> _Work instructions_:
The word "numbered" marks the lines to keep; find each one in the data and copy it.

> _Listed records_:
• • •
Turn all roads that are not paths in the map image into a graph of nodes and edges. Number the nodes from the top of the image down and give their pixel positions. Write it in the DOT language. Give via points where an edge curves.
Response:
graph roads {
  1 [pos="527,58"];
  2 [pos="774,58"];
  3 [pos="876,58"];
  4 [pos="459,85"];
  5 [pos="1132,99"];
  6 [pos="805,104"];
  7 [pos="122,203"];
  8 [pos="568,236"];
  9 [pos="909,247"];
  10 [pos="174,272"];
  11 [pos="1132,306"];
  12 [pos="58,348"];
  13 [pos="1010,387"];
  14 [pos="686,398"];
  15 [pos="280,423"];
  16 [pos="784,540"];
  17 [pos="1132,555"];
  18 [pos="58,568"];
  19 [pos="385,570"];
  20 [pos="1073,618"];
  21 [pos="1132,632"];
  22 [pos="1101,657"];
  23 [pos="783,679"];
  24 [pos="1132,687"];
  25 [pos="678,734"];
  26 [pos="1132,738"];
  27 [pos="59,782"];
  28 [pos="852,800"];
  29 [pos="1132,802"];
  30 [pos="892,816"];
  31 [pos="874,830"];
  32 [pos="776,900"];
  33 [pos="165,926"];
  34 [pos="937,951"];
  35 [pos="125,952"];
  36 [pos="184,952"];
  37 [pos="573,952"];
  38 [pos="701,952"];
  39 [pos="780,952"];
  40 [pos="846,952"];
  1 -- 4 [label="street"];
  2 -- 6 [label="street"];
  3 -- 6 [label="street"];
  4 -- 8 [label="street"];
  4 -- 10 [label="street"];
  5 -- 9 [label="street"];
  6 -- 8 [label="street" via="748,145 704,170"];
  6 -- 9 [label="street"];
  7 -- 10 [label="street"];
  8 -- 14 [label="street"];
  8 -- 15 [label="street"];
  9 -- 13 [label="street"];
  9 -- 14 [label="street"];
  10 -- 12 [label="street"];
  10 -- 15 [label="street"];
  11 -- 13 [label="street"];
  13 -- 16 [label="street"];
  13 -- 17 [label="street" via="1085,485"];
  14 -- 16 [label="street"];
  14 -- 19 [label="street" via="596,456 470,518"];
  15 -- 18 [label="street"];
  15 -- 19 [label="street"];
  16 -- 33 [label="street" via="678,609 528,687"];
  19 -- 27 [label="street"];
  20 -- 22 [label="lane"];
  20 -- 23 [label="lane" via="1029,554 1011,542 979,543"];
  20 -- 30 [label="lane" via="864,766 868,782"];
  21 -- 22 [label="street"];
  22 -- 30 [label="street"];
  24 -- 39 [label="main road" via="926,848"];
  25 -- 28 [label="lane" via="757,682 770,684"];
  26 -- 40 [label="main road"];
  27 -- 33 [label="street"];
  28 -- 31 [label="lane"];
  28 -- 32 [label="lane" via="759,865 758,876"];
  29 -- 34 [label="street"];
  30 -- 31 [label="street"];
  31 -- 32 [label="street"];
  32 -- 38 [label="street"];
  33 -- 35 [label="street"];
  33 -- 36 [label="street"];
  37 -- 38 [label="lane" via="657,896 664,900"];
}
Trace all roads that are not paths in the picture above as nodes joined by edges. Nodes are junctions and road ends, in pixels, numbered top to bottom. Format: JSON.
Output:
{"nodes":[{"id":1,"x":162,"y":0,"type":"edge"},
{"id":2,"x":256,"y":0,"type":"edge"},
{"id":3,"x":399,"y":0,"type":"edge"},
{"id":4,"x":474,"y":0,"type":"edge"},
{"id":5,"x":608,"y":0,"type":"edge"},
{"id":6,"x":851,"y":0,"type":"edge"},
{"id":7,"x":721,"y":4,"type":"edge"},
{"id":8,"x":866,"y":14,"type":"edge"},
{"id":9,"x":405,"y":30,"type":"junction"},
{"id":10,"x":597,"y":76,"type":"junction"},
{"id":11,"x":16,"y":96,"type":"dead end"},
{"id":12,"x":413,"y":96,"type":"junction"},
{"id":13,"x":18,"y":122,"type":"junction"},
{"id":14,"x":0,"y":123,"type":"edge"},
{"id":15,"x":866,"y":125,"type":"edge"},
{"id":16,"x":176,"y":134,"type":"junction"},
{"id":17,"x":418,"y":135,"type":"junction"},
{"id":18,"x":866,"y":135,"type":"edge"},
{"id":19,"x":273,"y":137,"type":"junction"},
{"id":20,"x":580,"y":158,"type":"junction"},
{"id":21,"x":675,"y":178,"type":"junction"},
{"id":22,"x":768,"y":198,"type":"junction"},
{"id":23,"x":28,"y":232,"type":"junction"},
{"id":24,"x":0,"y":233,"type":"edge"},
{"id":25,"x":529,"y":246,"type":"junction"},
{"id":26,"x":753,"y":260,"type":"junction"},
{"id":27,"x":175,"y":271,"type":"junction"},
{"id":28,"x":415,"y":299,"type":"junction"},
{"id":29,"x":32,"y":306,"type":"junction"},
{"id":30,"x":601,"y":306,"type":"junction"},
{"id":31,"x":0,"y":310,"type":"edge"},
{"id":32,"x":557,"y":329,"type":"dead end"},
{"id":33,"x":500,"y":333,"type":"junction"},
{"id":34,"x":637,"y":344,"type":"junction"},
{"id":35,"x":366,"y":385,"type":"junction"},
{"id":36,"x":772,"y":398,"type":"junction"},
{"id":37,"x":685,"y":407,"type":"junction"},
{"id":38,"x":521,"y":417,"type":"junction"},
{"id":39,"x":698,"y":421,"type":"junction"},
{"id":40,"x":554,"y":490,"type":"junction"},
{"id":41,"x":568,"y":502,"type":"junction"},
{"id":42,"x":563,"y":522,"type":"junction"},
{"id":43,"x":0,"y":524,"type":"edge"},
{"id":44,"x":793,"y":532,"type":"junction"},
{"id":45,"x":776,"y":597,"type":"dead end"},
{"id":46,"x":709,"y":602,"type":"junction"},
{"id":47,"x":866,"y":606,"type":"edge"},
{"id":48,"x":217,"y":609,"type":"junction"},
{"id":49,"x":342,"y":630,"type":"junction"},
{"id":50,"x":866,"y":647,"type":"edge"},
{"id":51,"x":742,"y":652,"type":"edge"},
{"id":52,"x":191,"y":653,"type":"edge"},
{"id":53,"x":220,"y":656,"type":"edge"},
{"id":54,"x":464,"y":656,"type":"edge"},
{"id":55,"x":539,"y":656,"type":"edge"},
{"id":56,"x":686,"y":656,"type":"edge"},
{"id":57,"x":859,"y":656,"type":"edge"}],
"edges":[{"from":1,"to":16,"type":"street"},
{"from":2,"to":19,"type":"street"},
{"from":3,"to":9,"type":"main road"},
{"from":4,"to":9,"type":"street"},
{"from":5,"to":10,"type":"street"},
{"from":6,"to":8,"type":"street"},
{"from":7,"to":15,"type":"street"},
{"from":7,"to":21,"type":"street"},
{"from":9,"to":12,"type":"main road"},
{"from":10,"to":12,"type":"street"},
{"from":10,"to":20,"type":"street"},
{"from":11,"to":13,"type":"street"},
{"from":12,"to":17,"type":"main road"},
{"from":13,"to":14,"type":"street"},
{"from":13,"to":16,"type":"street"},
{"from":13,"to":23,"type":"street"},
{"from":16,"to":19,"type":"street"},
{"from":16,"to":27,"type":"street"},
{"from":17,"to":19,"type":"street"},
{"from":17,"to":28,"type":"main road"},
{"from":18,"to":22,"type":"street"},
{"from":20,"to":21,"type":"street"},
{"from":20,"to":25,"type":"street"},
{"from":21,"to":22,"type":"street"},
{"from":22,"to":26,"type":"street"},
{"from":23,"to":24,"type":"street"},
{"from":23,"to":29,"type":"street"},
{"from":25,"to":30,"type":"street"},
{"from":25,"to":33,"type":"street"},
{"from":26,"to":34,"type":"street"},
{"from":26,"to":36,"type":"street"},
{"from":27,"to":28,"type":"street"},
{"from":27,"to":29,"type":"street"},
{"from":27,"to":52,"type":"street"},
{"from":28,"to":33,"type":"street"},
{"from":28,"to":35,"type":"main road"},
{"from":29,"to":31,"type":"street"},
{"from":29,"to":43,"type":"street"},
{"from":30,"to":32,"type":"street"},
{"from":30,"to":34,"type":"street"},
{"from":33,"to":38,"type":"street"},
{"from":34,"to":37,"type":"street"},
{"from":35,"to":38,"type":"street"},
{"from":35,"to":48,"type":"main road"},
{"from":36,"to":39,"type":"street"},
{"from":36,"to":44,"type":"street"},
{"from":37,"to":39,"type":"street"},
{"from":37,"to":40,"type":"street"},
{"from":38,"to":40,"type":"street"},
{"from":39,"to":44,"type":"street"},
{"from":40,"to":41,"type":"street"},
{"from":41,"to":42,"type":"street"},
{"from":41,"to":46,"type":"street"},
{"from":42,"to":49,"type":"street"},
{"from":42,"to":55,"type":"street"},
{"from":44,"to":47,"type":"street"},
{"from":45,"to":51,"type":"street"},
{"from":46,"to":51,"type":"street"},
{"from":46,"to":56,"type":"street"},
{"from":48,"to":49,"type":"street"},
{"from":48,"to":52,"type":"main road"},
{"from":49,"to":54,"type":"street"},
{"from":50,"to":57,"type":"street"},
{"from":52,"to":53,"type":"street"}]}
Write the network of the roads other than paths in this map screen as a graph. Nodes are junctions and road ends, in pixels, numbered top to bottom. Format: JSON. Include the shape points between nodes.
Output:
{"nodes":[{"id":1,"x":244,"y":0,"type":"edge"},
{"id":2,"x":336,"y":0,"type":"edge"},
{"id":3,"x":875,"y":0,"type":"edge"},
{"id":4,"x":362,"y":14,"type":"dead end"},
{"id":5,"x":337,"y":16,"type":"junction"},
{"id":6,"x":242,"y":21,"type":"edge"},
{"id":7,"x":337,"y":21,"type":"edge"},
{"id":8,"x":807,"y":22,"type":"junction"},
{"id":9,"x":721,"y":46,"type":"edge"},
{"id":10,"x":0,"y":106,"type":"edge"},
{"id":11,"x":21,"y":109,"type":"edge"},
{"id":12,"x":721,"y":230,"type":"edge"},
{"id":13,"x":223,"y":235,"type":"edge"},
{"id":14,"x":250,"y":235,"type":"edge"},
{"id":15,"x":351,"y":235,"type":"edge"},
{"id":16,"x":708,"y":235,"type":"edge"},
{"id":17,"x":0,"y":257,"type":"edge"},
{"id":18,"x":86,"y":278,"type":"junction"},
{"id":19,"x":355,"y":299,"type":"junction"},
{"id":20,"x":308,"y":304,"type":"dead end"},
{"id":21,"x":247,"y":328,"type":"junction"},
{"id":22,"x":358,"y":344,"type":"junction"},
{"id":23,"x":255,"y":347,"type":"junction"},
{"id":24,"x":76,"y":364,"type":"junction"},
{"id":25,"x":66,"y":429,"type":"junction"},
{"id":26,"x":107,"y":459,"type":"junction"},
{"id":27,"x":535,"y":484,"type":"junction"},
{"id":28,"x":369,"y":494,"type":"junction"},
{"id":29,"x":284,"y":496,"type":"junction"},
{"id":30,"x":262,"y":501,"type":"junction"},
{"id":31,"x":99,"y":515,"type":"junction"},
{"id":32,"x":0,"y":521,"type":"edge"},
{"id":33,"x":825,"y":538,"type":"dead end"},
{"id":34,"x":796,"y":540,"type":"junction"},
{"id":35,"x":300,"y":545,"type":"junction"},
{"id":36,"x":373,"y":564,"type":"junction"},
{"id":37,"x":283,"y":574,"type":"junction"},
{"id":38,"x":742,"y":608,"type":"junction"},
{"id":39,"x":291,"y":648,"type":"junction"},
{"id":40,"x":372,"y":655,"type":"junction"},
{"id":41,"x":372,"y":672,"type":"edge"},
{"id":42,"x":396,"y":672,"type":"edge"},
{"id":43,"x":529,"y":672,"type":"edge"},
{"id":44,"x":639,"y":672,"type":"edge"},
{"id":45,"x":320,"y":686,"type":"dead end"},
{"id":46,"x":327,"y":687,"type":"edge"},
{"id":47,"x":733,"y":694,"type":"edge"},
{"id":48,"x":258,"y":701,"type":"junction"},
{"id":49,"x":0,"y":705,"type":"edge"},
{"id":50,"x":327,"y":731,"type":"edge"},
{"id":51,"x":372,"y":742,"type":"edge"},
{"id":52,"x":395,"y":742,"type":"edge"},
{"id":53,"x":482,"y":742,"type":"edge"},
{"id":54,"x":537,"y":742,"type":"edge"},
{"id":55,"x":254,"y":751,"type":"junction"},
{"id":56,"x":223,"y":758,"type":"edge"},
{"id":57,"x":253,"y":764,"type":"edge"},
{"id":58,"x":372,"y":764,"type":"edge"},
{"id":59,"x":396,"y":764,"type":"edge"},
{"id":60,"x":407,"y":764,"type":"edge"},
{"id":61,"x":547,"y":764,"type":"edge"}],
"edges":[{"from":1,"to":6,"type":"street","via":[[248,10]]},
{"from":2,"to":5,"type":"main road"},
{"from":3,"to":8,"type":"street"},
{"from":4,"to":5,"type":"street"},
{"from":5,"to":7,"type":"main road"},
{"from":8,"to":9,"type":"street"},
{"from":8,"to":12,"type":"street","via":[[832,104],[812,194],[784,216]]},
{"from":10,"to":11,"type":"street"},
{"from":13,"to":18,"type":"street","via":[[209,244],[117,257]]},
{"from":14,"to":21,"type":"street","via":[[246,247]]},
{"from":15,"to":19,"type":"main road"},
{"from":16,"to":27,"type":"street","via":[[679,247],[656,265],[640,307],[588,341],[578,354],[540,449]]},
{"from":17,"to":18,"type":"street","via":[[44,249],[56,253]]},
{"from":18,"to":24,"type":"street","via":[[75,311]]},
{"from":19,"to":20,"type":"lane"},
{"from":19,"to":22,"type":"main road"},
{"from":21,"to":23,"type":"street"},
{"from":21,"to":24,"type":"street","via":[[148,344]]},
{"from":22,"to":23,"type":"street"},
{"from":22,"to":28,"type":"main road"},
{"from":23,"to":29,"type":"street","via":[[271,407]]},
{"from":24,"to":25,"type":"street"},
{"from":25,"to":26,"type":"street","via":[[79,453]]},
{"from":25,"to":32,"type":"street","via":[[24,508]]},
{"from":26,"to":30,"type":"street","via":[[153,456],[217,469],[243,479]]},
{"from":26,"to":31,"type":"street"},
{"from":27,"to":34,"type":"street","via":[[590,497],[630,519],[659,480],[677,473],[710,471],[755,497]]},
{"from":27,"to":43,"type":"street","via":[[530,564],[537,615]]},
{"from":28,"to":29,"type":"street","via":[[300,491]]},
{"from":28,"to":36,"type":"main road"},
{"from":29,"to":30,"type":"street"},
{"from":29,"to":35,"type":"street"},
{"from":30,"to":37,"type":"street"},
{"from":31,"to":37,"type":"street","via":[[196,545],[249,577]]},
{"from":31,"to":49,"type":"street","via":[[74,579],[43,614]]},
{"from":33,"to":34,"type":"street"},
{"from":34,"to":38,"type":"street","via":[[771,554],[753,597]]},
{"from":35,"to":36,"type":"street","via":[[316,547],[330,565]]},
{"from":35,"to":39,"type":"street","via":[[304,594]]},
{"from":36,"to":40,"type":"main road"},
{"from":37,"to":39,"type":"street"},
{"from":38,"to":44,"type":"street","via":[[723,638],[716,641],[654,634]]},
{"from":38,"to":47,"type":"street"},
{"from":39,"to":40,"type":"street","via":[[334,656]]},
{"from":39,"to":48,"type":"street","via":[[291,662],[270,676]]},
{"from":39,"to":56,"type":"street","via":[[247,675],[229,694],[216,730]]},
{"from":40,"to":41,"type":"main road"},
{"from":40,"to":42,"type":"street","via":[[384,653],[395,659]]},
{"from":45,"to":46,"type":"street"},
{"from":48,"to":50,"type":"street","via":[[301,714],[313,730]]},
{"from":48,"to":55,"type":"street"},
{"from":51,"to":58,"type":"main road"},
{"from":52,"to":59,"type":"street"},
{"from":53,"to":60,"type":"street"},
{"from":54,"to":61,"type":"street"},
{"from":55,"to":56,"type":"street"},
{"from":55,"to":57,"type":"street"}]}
• • •
> _Answer area_:
Trace all roads that are not paths in the picture above as nodes joined by edges. Nodes are junctions and road ends, in pixels, numbered top to bottom. Format: JSON.
Write the network of the roads other than paths in this map screen as a graph. Nodes are junctions and road ends, in pixels, numbered top to bottom. Format: JSON. Include the shape points between nodes.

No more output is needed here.